▶ **TO DO**: Report, in full, each line of the material below in which the string "Aleja" occurs.

■ ■ ■ ■ ■

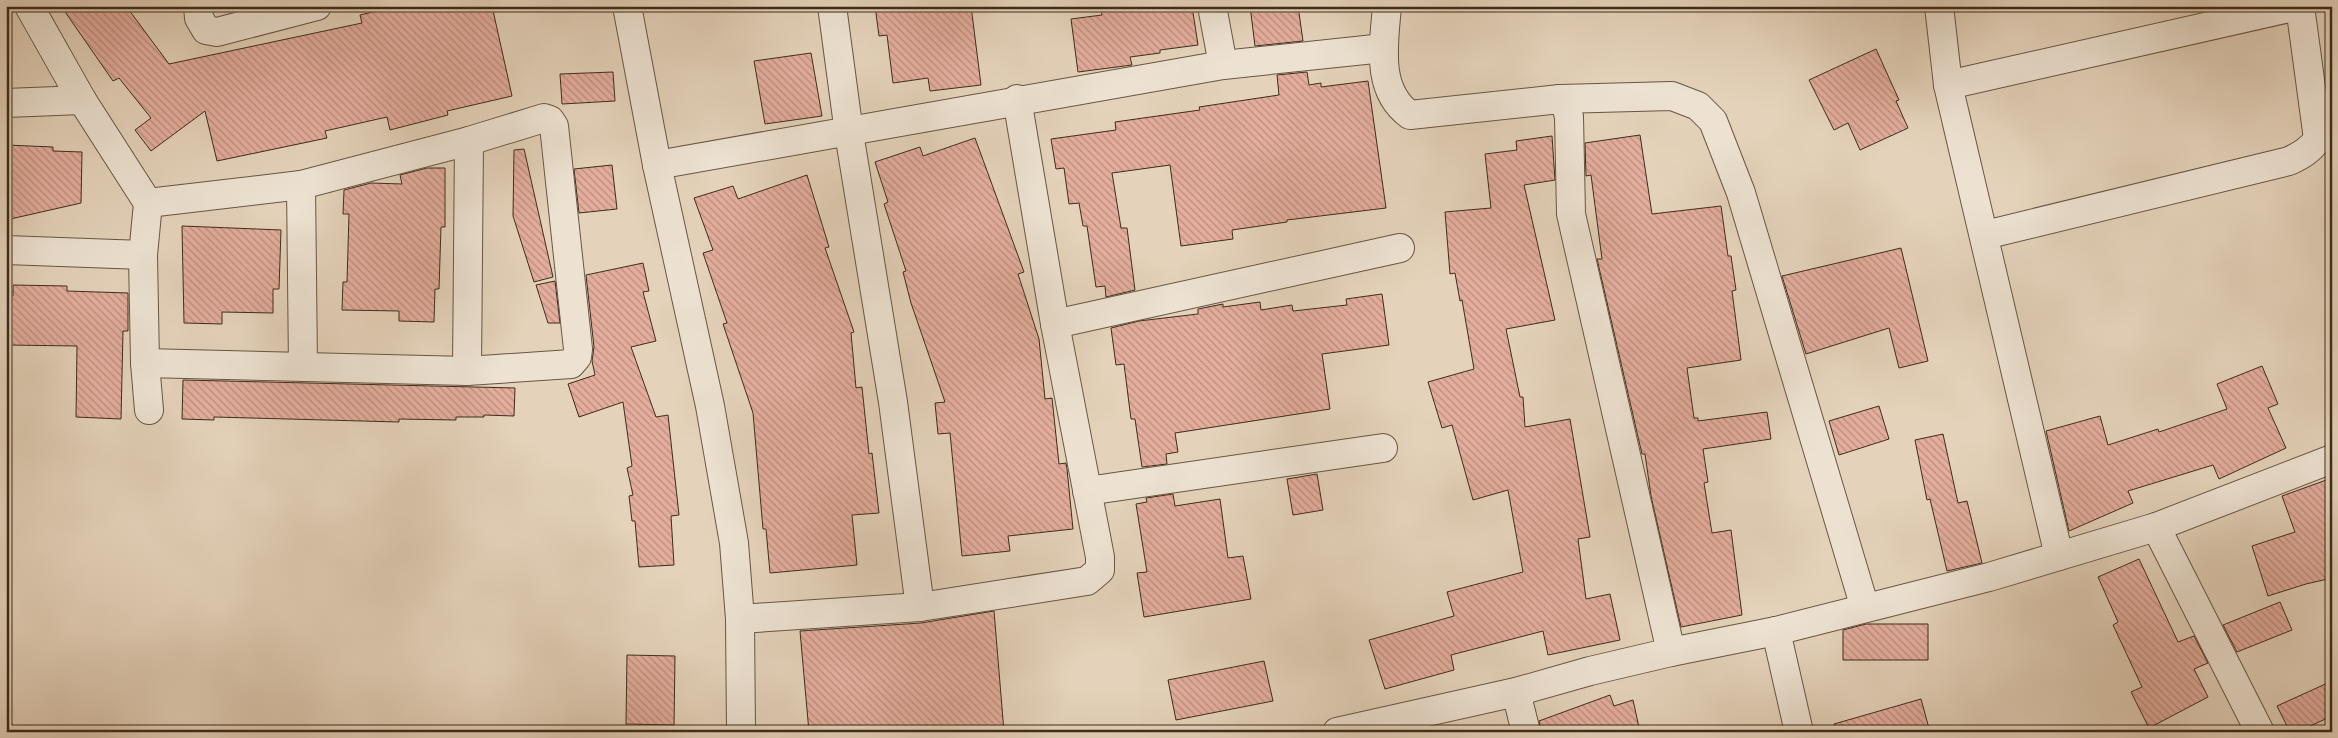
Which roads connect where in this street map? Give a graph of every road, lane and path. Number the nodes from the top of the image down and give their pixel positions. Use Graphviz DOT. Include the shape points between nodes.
graph roads {
  1 [pos="29,6"];
  2 [pos="198,6"];
  3 [pos="317,6"];
  4 [pos="627,6"];
  5 [pos="832,6"];
  6 [pos="1212,6"];
  7 [pos="1387,6"];
  8 [pos="1939,6"];
  9 [pos="2299,6"];
  10 [pos="1384,48"];
  11 [pos="1222,65"];
  12 [pos="1948,85"];
  13 [pos="1560,98"];
  14 [pos="1017,99"];
  15 [pos="82,100"];
  16 [pos="6,104"];
  17 [pos="849,133"];
  18 [pos="469,141"];
  19 [pos="657,165"];
  20 [pos="301,184"];
  21 [pos="148,203"];
  22 [pos="1985,235"];
  23 [pos="1400,248"];
  24 [pos="6,250"];
  25 [pos="143,255"];
  26 [pos="1055,324"];
  27 [pos="145,363"];
  28 [pos="303,367"];
  29 [pos="467,371"];
  30 [pos="148,410"];
  31 [pos="1383,448"];
  32 [pos="2332,459"];
  33 [pos="1087,491"];
  34 [pos="2156,527"];
  35 [pos="2059,556"];
  36 [pos="920,608"];
  37 [pos="1865,608"];
  38 [pos="740,619"];
  39 [pos="1776,631"];
  40 [pos="1671,652"];
  41 [pos="1516,692"];
  42 [pos="741,732"];
  43 [pos="1337,732"];
  44 [pos="1526,732"];
  45 [pos="1799,732"];
  46 [pos="2260,732"];
  1 -- 15 [label="street"];
  2 -- 3 [label="street" via="199,18 206,30 217,32"];
  4 -- 19 [label="street"];
  5 -- 17 [label="street"];
  6 -- 11 [label="street"];
  7 -- 10 [label="street"];
  8 -- 12 [label="street"];
  9 -- 12 [label="street"];
  9 -- 22 [label="street" via="2318,139 2304,154 2290,162"];
  10 -- 11 [label="street"];
  10 -- 13 [label="street" via="1387,85 1403,110 1410,115"];
  11 -- 14 [label="street"];
  12 -- 22 [label="street"];
  13 -- 37 [label="street" via="1672,96 1698,106 1713,120 1741,193"];
  13 -- 40 [label="street" via="1566,105 1569,118 1571,214"];
  14 -- 17 [label="street"];
  14 -- 26 [label="street"];
  15 -- 16 [label="street"];
  15 -- 21 [label="street"];
  17 -- 19 [label="street"];
  17 -- 36 [label="street" via="893,402"];
  18 -- 20 [label="street"];
  18 -- 29 [label="street"];
  18 -- 29 [label="street" via="544,118 554,126 578,349 572,364"];
  19 -- 38 [label="street" via="710,406 734,543"];
  20 -- 21 [label="street"];
  20 -- 28 [label="street"];
  21 -- 25 [label="street"];
  22 -- 35 [label="street"];
  23 -- 26 [label="street"];
  24 -- 25 [label="street"];
  25 -- 27 [label="street"];
  26 -- 33 [label="street"];
  27 -- 28 [label="street"];
  27 -- 30 [label="street"];
  28 -- 29 [label="street"];
  31 -- 33 [label="street"];
  32 -- 34 [label="street"];
  33 -- 36 [label="street" via="1100,570 1087,581"];
  34 -- 35 [label="street"];
  34 -- 46 [label="street"];
  35 -- 37 [label="street"];
  36 -- 38 [label="street"];
  37 -- 39 [label="street"];
  38 -- 42 [label="street"];
  39 -- 40 [label="street"];
  39 -- 45 [label="street"];
  40 -- 41 [label="street"];
  41 -- 43 [label="street"];
  41 -- 44 [label="street"];
}
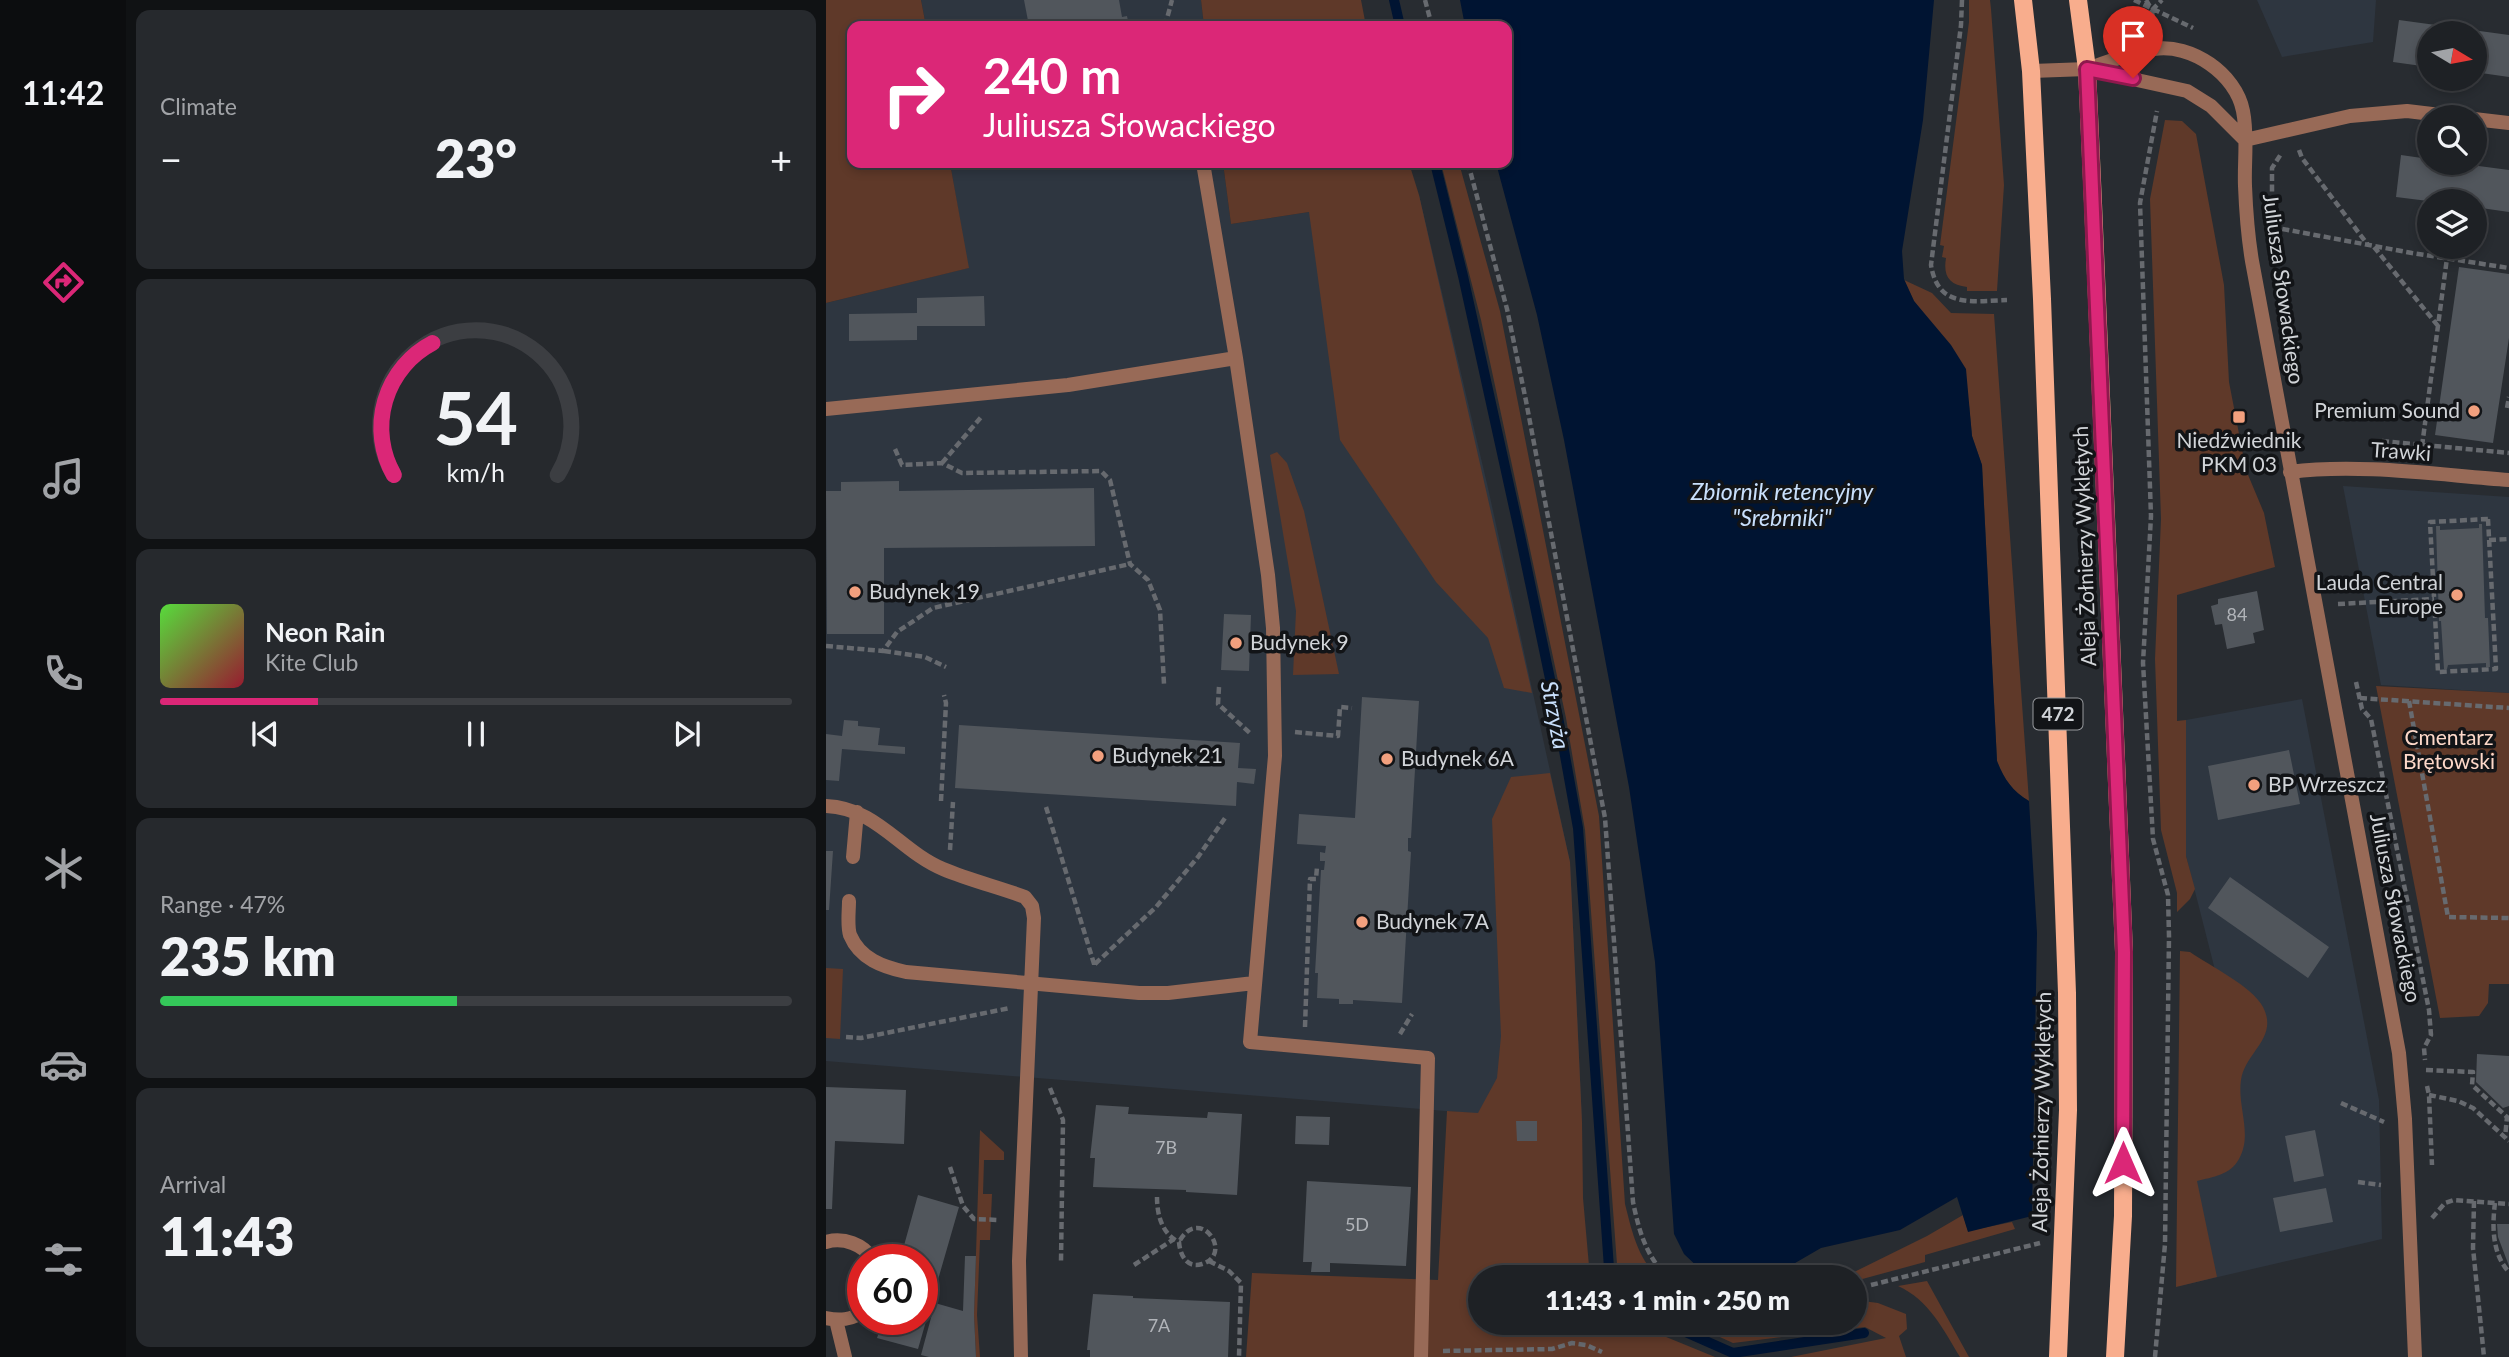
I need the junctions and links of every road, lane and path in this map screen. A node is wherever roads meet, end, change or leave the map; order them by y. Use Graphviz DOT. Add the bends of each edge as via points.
graph roads {
  1 [pos="1172,0"];
  2 [pos="1425,0"];
  3 [pos="1962,0"];
  4 [pos="2023,0"];
  5 [pos="2078,0"];
  6 [pos="2134,0"];
  7 [pos="2146,0"];
  8 [pos="2162,0"];
  9 [pos="2152,10"];
  10 [pos="1167,21"];
  11 [pos="1431,21"];
  12 [pos="2153,25"];
  13 [pos="2087,69"];
  14 [pos="2031,71"];
  15 [pos="2157,111"];
  16 [pos="2417,112"];
  17 [pos="2487,120"];
  18 [pos="2509,123"];
  19 [pos="2245,140"];
  20 [pos="2297,143"];
  21 [pos="2284,149"];
  22 [pos="1204,168"];
  23 [pos="1469,168"];
  24 [pos="2371,246"];
  25 [pos="2417,253"];
  26 [pos="2447,259"];
  27 [pos="2453,259"];
  28 [pos="2509,268"];
  29 [pos="2007,300"];
  30 [pos="2438,326"];
  31 [pos="1236,358"];
  32 [pos="1004,391"];
  33 [pos="2509,397"];
  34 [pos="2507,408"];
  35 [pos="826,409"];
  36 [pos="2382,441"];
  37 [pos="2422,446"];
  38 [pos="895,449"];
  39 [pos="2509,453"];
  40 [pos="942,463"];
  41 [pos="2290,472"];
  42 [pos="2509,480"];
  43 [pos="2509,539"];
  44 [pos="2489,540"];
  45 [pos="1130,564"];
  46 [pos="2434,599"];
  47 [pos="2338,604"];
  48 [pos="826,646"];
  49 [pos="883,651"];
  50 [pos="946,667"];
  51 [pos="2355,678"];
  52 [pos="1164,684"];
  53 [pos="1219,687"];
  54 [pos="944,695"];
  55 [pos="2360,698"];
  56 [pos="2409,701"];
  57 [pos="1352,708"];
  58 [pos="2509,708"];
  59 [pos="1292,732"];
  60 [pos="1275,756"];
  61 [pos="941,801"];
  62 [pos="953,802"];
  63 [pos="826,806"];
  64 [pos="1046,807"];
  65 [pos="857,812"];
  66 [pos="1224,818"];
  67 [pos="853,857"];
  68 [pos="1317,867"];
  69 [pos="952,872"];
  70 [pos="849,901"];
  71 [pos="2509,918"];
  72 [pos="1005,982"];
  73 [pos="1030,983"];
  74 [pos="1254,983"];
  75 [pos="1012,1007"];
  76 [pos="1011,1020"];
  77 [pos="1304,1031"];
  78 [pos="846,1037"];
  79 [pos="2424,1048"];
  80 [pos="2426,1070"];
  81 [pos="1046,1079"];
  82 [pos="2341,1103"];
  83 [pos="2385,1122"];
  84 [pos="2507,1140"];
  85 [pos="2432,1154"];
  86 [pos="950,1167"];
  87 [pos="2358,1182"];
  88 [pos="2381,1185"];
  89 [pos="1157,1197"];
  90 [pos="2474,1201"];
  91 [pos="2495,1203"];
  92 [pos="2509,1204"];
  93 [pos="2432,1218"];
  94 [pos="1020,1220"];
  95 [pos="1176,1241"];
  96 [pos="826,1242"];
  97 [pos="855,1244"];
  98 [pos="2032,1245"];
  99 [pos="1209,1261"];
  100 [pos="1061,1262"];
  101 [pos="1134,1265"];
  102 [pos="1655,1265"];
  103 [pos="2509,1272"];
  104 [pos="1871,1285"];
  105 [pos="831,1319"];
  106 [pos="1602,1352"];
  107 [pos="1421,1354"];
  108 [pos="845,1357"];
  109 [pos="1021,1357"];
  110 [pos="1239,1357"];
  111 [pos="2058,1357"];
  112 [pos="2115,1357"];
  113 [pos="2155,1357"];
  114 [pos="2415,1357"];
  115 [pos="2484,1357"];
  1 -- 10 [label="path"];
  2 -- 11 [label="path"];
  3 -- 29 [label="path" via="1933,279 1956,300"];
  4 -- 14 [label="main road, 472"];
  5 -- 13 [label="main road, 472"];
  6 -- 9 [label="path"];
  7 -- 9 [label="path"];
  8 -- 9 [label="path"];
  9 -- 12 [label="path"];
  13 -- 14 [label="street, Juliusza Słowackiego"];
  13 -- 19 [label="street, Juliusza Słowackiego" via="2186,91 2211,106"];
  13 -- 19 [label="street, Juliusza Słowackiego" via="2154,49 2191,53 2221,74 2235,92 2243,110"];
  13 -- 112 [label="main road, Aleja Żołnierzy Wyklętych / 472" via="2124,952 2123,1216"];
  14 -- 111 [label="main road, Aleja Żołnierzy Wyklętych / 472" via="2067,993 2068,1110"];
  15 -- 113 [label="path" via="2140,204 2151,516 2143,663 2153,839 2168,895 2169,936 2165,1244"];
  16 -- 19 [label="street" via="2350,116"];
  17 -- 18 [label="street"];
  19 -- 41 [label="street, Juliusza Słowackiego" via="2250,251"];
  20 -- 24 [label="path" via="2302,158"];
  21 -- 24 [label="path" via="2272,168 2272,227"];
  22 -- 31 [label="street"];
  23 -- 102 [label="path" via="1507,309 1605,817 1633,1202 1640,1234"];
  24 -- 25 [label="path"];
  24 -- 30 [label="path"];
  26 -- 30 [label="path"];
  27 -- 28 [label="path"];
  30 -- 37 [label="path"];
  31 -- 32 [label="street"];
  31 -- 60 [label="street" via="1268,575"];
  32 -- 35 [label="street"];
  32 -- 40 [label="path"];
  33 -- 34 [label="path"];
  36 -- 37 [label="path"];
  37 -- 39 [label="path"];
  38 -- 40 [label="path" via="902,465"];
  40 -- 45 [label="path" via="962,473 1101,471 1110,480"];
  41 -- 42 [label="street, Trawki" via="2352,469"];
  41 -- 114 [label="street, Juliusza Słowackiego" via="2399,1052"];
  43 -- 44 [label="path"];
  44 -- 46 [label="path" via="2488,519 2430,522"];
  44 -- 46 [label="path" via="2496,669 2438,672"];
  45 -- 49 [label="path" via="933,608 897,632"];
  45 -- 52 [label="path" via="1148,580 1160,610"];
  46 -- 47 [label="path"];
  48 -- 49 [label="path"];
  49 -- 50 [label="path" via="925,657"];
  51 -- 55 [label="path"];
  53 -- 60 [label="path" via="1218,704"];
  54 -- 61 [label="path"];
  55 -- 56 [label="path"];
  55 -- 79 [label="path" via="2371,719 2429,1010 2431,1035"];
  56 -- 58 [label="path"];
  56 -- 71 [label="path" via="2448,917"];
  57 -- 59 [label="path" via="1340,707 1338,736"];
  60 -- 74 [label="street"];
  62 -- 69 [label="path"];
  63 -- 65 [label="street"];
  64 -- 66 [label="path" via="1095,964 1156,907"];
  65 -- 67 [label="street"];
  65 -- 69 [label="street" via="921,857"];
  68 -- 77 [label="path" via="1316,879 1310,878"];
  69 -- 73 [label="street" via="1025,897 1034,918"];
  70 -- 72 [label="street" via="849,933 870,961 906,972"];
  72 -- 73 [label="street"];
  72 -- 75 [label="path" via="1003,993"];
  73 -- 74 [label="street" via="1139,993"];
  73 -- 94 [label="street"];
  74 -- 107 [label="street" via="1250,1042 1428,1058"];
  75 -- 76 [label="path"];
  75 -- 78 [label="path" via="862,1038"];
  80 -- 84 [label="path" via="2473,1072 2472,1085 2507,1117"];
  81 -- 100 [label="path" via="1063,1120"];
  82 -- 83 [label="path"];
  84 -- 85 [label="path" via="2473,1108 2430,1095"];
  86 -- 94 [label="path" via="963,1206 974,1219"];
  87 -- 88 [label="path"];
  89 -- 95 [label="path" via="1160,1222"];
  90 -- 91 [label="path"];
  90 -- 93 [label="path" via="2445,1203"];
  90 -- 115 [label="path" via="2473,1248"];
  91 -- 92 [label="path"];
  91 -- 103 [label="path" via="2494,1242"];
  94 -- 109 [label="street"];
  95 -- 99 [label="path" via="1187,1262"];
  95 -- 99 [label="path" via="1191,1229 1207,1231 1216,1246"];
  95 -- 101 [label="path"];
  96 -- 97 [label="street"];
  98 -- 104 [label="path"];
  99 -- 110 [label="path" via="1241,1283"];
  105 -- 108 [label="street"];
  106 -- 107 [label="path" via="1572,1343 1552,1349"];
}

■ ■ ■ ■ ■

▶ **EXERCISE RESPONSE**:
  13 -- 112 [label="main road, Aleja Żołnierzy Wyklętych / 472" via="2124,952 2123,1216"];
  14 -- 111 [label="main road, Aleja Żołnierzy Wyklętych / 472" via="2067,993 2068,1110"];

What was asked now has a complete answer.